### DIRECTIONS FOR THIS TASK
When the word "Insurgentes" appears in a line of the data below, list that line.

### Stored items
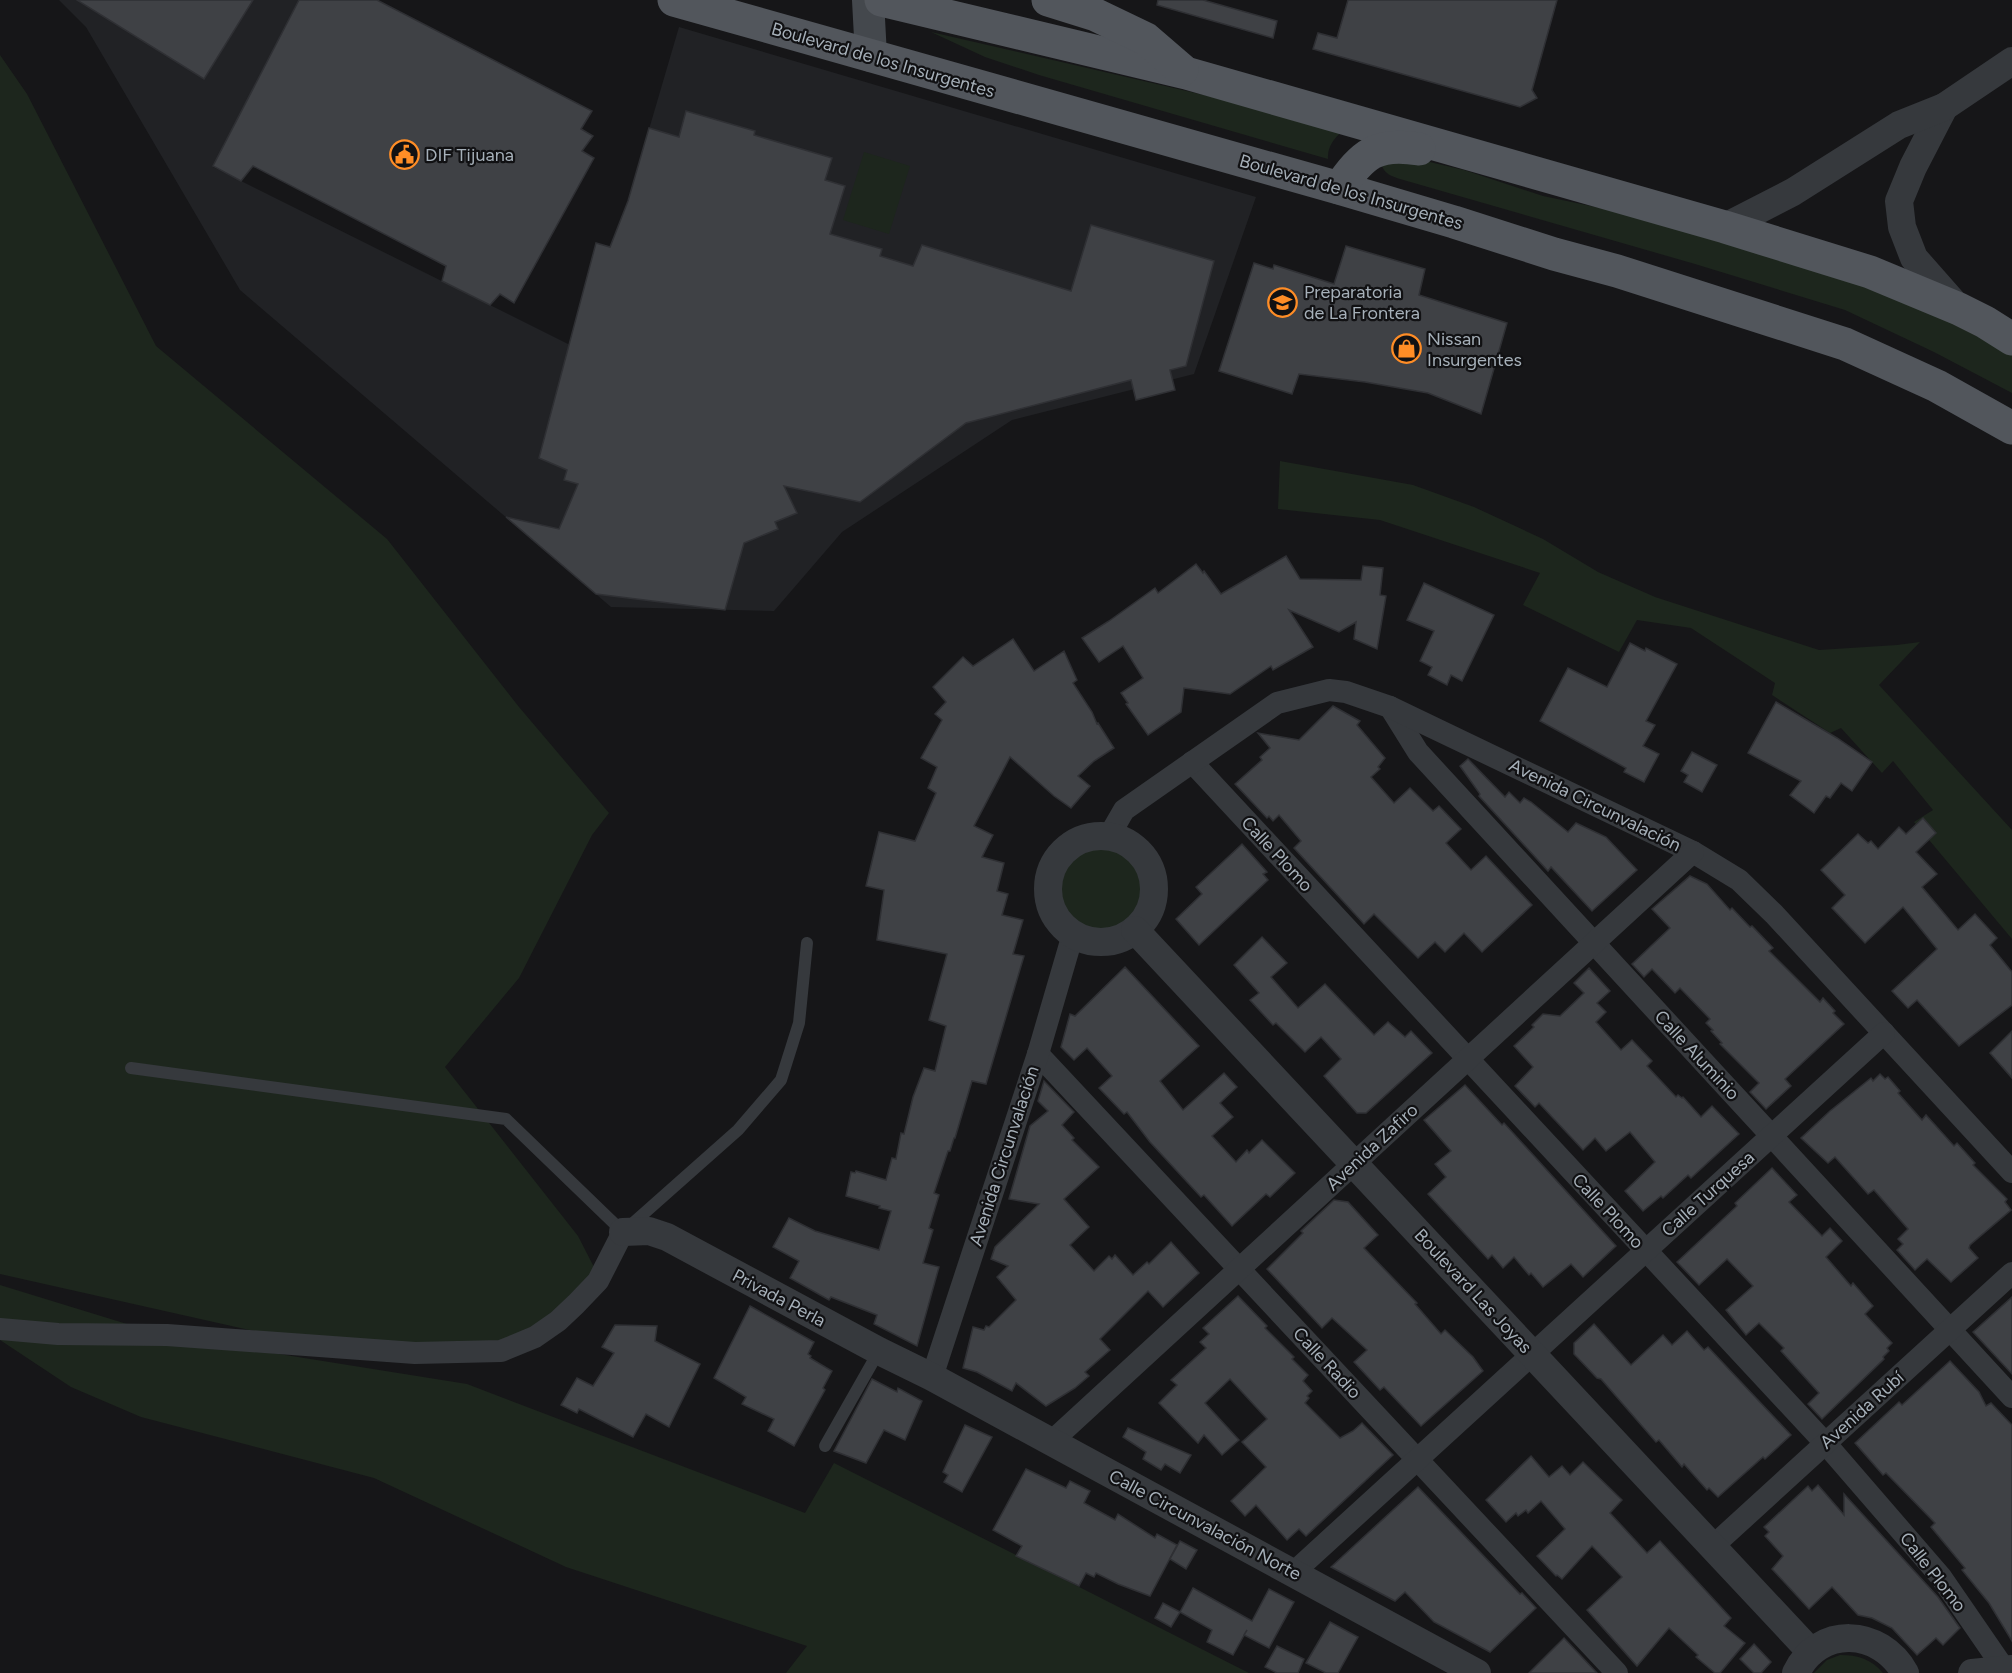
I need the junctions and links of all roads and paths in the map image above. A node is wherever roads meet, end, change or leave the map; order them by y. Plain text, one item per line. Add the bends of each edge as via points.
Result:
1 (674, 0) edge
2 (868, 0) edge
3 (881, 0) edge
4 (1048, 0) edge
5 (871, 56) junction
6 (2012, 62) edge
7 (1186, 73) junction
8 (1944, 106) junction
9 (1501, 163) junction
10 (1339, 188) junction
11 (1725, 227) junction
12 (1959, 309) junction
13 (2012, 339) edge
14 (2012, 428) edge
15 (1390, 707) junction
16 (1192, 762) junction
17 (1109, 837) junction
18 (1693, 852) junction
19 (1135, 930) junction
20 (1073, 934) junction
21 (807, 943) dead end
22 (1594, 943) junction
23 (1884, 1033) junction
24 (1038, 1054) junction
25 (1468, 1059) junction
26 (131, 1068) dead end
27 (1772, 1136) junction
28 (1353, 1164) junction
29 (2012, 1172) edge
30 (623, 1232) junction
31 (1645, 1251) junction
32 (1239, 1269) junction
33 (2012, 1273) edge
34 (0, 1329) edge
35 (1951, 1330) junction
36 (879, 1351) junction
37 (1531, 1354) junction
38 (932, 1377) junction
39 (2012, 1396) edge
40 (1051, 1442) junction
41 (1826, 1444) junction
42 (825, 1446) dead end
43 (1417, 1459) junction
44 (1713, 1547) junction
45 (1293, 1573) junction
46 (1803, 1663) edge
47 (2008, 1671) edge
48 (1477, 1673) edge
49 (1617, 1673) edge
50 (1905, 1673) edge
51 (1972, 1673) edge

1 - 5 main road, Boulevard de los Insurgentes
2 - 5 main road
3 - 7 main road
4 - 7 main road via 1096,15 1146,39
5 - 10 main road, Boulevard de los Insurgentes
6 - 8 street
7 - 9 main road
8 - 11 street via 1899,125 1793,192
8 - 12 street via 1899,201 1902,227 1914,258
9 - 10 main road via 1398,145 1370,153
9 - 11 main road
10 - 14 main road, Boulevard de los Insurgentes via 1845,344 1937,386
11 - 12 main road via 1870,272
12 - 13 main road
15 - 16 street, Avenida Circunvalación via 1346,692 1312,693 1277,703
15 - 18 street, Avenida Circunvalación
15 - 22 street, Calle Aluminio via 1418,752
16 - 17 street, Avenida Circunvalación via 1124,810
16 - 25 street, Calle Plomo
17 - 19 street via 1140,852 1150,867 1153,901 1146,918
17 - 20 street via 1078,841 1055,863 1049,878 1052,910
18 - 22 street, Avenida Zafiro
18 - 23 street, Avenida Circunvalación via 1739,879
19 - 20 street via 1104,942
19 - 28 street, Boulevard Las Joyas
20 - 24 street, Avenida Circunvalación
21 - 30 lane via 799,1023 781,1080 738,1130
22 - 25 street, Avenida Zafiro
22 - 27 street, Calle Aluminio
23 - 27 street, Calle Turquesa
23 - 29 street, Avenida Circunvalación
24 - 32 street, Calle Radio
24 - 38 street, Avenida Circunvalación
25 - 28 street, Avenida Zafiro
25 - 31 street, Calle Plomo
26 - 30 lane via 506,1119
27 - 31 street, Calle Turquesa
27 - 35 street, Calle Aluminio
28 - 32 street, Avenida Zafiro
28 - 37 street, Boulevard Las Joyas
30 - 34 street via 598,1281 576,1304 535,1337 501,1351 415,1353 167,1335
30 - 36 street, Privada Perla via 649,1231 666,1237
31 - 37 street, Calle Turquesa
31 - 41 street, Calle Plomo
32 - 40 street, Avenida Zafiro
32 - 43 street, Calle Radio
33 - 35 street, Avenida Rubí
35 - 39 street, Calle Aluminio
35 - 41 street, Avenida Rubí
36 - 38 street, Privada Perla
36 - 42 lane
37 - 43 street, Calle Turquesa
37 - 44 street, Boulevard Las Joyas
38 - 40 street, Calle Circunvalación Norte
40 - 45 street, Calle Circunvalación Norte
41 - 44 street, Avenida Rubí
41 - 47 street, Calle Plomo via 1941,1577
43 - 45 street, Calle Turquesa
43 - 49 street, Calle Radio
44 - 46 street, Boulevard Las Joyas
45 - 48 street, Calle Circunvalación Norte
46 - 50 street via 1828,1642 1847,1638 1867,1640 1885,1648
47 - 51 street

### WRITTEN RESPONSE
1 - 5 main road, Boulevard de los Insurgentes
5 - 10 main road, Boulevard de los Insurgentes
10 - 14 main road, Boulevard de los Insurgentes via 1845,344 1937,386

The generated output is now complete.